▶ _Work item_
Filter out all lines without the word "例幣使街道" from the data below, please, and copy the rest.

Supplied entries: Begin

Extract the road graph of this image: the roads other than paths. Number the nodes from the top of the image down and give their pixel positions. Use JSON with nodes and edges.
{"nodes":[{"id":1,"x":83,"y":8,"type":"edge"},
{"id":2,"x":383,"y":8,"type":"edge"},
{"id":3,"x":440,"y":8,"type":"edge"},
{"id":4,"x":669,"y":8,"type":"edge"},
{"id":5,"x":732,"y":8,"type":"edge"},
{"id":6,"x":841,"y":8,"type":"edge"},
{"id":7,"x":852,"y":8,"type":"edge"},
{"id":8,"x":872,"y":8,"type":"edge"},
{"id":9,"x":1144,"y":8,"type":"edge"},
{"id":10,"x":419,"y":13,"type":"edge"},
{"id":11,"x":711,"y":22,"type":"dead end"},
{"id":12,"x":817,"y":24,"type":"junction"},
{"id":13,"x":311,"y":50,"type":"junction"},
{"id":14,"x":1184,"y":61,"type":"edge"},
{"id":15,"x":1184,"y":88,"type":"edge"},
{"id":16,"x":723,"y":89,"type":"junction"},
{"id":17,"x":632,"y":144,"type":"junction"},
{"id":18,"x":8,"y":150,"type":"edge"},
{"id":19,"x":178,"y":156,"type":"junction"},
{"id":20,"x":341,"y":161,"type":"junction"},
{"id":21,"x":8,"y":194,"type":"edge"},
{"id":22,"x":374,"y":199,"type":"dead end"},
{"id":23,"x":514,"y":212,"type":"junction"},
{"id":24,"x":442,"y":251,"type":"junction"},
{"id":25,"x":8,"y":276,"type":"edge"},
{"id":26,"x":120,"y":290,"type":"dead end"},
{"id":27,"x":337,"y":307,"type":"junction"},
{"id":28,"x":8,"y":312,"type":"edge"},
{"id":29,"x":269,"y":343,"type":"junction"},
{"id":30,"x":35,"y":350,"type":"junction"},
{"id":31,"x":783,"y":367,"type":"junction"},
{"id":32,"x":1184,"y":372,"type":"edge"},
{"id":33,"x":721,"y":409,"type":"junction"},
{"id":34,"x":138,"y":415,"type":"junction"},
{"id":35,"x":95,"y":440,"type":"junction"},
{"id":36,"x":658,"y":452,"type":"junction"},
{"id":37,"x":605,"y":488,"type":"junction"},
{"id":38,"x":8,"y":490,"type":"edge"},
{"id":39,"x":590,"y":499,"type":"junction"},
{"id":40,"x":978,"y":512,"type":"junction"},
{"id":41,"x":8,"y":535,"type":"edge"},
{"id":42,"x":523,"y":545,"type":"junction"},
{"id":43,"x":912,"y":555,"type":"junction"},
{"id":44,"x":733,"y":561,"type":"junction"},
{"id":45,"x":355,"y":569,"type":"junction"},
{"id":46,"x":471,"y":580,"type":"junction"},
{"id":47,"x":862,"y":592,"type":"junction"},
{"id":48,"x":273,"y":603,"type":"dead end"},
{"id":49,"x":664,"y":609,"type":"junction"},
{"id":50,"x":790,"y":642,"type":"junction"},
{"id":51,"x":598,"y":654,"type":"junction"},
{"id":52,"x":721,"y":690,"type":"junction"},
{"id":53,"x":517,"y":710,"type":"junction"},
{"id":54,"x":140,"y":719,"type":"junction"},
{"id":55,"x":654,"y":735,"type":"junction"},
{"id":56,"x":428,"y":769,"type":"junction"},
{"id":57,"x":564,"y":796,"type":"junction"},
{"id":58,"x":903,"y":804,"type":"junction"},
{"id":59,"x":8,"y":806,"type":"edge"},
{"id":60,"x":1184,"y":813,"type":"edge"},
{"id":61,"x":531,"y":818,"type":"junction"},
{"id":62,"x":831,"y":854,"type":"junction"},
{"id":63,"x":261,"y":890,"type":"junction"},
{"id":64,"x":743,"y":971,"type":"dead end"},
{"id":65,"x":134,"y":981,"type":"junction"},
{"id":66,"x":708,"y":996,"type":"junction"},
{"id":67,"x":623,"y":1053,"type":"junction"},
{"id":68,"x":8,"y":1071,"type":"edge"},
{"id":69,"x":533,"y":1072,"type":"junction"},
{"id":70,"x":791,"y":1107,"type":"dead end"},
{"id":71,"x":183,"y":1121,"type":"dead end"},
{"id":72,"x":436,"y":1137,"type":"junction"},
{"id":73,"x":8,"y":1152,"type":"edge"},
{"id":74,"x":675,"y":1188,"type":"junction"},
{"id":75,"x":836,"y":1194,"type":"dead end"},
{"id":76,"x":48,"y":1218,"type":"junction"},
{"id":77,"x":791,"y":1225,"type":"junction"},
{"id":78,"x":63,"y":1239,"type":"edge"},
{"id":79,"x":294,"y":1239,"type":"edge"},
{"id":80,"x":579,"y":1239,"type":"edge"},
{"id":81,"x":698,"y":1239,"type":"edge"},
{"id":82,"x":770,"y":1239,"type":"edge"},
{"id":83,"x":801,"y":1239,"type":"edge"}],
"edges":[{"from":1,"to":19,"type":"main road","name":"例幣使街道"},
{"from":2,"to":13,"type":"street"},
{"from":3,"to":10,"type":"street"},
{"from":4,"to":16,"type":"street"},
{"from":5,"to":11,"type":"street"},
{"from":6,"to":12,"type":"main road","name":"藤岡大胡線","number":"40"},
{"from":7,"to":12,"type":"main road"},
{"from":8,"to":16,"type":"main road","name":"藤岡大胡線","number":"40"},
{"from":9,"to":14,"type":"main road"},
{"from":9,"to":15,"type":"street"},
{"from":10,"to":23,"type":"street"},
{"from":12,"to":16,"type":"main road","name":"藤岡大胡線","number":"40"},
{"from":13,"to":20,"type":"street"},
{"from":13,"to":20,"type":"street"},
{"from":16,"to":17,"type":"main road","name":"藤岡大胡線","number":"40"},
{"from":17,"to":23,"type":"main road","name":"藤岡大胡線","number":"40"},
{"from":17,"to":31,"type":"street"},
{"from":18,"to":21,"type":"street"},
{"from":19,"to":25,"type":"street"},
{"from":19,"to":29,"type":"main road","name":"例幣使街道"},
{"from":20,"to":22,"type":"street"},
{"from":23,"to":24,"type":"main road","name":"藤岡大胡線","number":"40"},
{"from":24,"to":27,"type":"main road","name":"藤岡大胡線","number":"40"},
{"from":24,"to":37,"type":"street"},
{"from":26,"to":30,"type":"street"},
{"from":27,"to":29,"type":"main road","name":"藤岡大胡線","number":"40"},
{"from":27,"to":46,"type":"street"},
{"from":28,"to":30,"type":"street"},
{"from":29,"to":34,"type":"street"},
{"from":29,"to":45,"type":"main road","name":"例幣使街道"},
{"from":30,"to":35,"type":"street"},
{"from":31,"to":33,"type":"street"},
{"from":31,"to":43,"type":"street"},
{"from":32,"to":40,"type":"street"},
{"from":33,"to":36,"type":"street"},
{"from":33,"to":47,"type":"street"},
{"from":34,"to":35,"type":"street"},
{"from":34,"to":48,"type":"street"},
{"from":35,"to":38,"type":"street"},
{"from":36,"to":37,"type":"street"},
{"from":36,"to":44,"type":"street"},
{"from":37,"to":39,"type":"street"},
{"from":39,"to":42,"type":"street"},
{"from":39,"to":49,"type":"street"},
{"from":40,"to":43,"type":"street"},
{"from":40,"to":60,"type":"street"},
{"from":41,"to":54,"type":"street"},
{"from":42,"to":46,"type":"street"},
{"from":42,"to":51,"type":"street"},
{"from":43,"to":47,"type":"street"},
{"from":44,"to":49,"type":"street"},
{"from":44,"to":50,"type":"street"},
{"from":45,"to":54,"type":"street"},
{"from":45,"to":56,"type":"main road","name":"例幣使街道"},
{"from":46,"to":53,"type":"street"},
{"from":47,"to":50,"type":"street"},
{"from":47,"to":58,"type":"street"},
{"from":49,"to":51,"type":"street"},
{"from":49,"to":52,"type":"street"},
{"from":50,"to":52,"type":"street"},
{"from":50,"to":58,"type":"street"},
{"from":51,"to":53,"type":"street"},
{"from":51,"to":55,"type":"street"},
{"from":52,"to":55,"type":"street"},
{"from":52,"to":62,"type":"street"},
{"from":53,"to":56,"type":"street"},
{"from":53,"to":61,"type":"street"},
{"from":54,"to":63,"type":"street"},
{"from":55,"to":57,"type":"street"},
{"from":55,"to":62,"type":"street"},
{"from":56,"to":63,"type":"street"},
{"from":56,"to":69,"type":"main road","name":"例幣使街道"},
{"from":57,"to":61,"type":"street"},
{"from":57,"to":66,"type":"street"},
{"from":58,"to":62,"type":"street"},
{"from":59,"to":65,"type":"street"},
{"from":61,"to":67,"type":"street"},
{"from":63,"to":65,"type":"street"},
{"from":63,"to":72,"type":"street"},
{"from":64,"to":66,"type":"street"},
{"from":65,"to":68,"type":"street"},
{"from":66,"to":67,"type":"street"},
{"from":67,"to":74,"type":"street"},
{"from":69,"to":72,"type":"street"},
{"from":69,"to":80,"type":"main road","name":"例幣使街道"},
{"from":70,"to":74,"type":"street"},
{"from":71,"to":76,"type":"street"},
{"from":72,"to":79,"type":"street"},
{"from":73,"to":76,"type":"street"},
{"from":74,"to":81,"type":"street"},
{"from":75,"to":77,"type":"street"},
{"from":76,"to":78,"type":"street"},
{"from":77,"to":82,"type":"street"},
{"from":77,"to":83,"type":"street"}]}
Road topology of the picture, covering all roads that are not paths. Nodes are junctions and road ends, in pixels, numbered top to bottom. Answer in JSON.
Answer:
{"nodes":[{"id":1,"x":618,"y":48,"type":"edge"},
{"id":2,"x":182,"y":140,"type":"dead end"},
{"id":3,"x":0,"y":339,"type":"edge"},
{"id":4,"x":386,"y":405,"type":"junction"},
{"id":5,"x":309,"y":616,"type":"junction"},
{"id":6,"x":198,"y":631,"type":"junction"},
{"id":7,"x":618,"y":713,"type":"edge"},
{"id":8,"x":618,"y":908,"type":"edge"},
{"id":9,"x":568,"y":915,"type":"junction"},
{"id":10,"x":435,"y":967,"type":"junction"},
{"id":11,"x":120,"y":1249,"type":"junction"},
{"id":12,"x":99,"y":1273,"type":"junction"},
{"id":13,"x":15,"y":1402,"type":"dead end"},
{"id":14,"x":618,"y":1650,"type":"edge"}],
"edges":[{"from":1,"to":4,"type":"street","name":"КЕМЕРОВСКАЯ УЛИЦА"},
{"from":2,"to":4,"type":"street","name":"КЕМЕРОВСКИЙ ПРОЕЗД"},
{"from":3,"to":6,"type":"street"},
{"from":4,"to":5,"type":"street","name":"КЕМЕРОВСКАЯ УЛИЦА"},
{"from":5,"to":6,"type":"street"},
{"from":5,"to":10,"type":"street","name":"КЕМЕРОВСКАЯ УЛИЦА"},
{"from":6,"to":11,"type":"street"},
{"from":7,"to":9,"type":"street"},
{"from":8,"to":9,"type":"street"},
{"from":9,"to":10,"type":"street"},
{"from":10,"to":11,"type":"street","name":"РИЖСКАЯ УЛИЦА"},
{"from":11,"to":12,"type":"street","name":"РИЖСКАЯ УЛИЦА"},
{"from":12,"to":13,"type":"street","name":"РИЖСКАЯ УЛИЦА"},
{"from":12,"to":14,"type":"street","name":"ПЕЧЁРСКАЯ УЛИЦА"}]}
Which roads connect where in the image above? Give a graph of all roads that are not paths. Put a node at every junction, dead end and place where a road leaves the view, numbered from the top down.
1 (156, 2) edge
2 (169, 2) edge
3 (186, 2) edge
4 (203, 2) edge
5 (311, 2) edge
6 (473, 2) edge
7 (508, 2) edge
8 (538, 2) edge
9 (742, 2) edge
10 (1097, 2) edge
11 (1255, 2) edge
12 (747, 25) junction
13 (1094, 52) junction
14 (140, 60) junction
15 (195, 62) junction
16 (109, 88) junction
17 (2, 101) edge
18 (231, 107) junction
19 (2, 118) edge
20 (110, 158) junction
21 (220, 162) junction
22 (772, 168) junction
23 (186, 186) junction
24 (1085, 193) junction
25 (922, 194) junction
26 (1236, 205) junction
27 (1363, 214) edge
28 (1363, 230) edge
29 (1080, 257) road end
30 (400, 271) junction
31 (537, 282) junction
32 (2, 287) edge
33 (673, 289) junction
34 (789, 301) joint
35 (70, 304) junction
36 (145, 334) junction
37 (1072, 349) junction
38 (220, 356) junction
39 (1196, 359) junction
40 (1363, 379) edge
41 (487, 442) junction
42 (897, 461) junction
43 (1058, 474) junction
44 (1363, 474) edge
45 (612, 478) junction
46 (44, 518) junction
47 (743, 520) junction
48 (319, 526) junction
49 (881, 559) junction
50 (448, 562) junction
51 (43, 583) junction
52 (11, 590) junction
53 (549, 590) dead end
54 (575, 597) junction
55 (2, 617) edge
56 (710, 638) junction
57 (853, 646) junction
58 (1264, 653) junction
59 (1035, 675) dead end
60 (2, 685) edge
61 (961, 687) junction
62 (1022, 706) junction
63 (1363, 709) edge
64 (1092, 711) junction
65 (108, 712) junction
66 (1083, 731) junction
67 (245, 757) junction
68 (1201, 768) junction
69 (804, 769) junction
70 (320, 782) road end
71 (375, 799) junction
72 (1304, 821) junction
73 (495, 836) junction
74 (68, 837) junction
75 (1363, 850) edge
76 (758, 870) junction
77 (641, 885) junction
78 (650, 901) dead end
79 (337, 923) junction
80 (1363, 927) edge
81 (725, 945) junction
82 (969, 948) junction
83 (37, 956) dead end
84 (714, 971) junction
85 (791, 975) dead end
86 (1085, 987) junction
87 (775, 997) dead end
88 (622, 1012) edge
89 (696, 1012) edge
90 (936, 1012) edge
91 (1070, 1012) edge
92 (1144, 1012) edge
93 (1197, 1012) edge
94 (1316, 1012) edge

Supplied entries: End

▶ _Solution for this task_
"edges":[{"from":1,"to":19,"type":"main road","name":"例幣使街道"},
{"from":19,"to":29,"type":"main road","name":"例幣使街道"},
{"from":29,"to":45,"type":"main road","name":"例幣使街道"},
{"from":45,"to":56,"type":"main road","name":"例幣使街道"},
{"from":56,"to":69,"type":"main road","name":"例幣使街道"},
{"from":69,"to":80,"type":"main road","name":"例幣使街道"},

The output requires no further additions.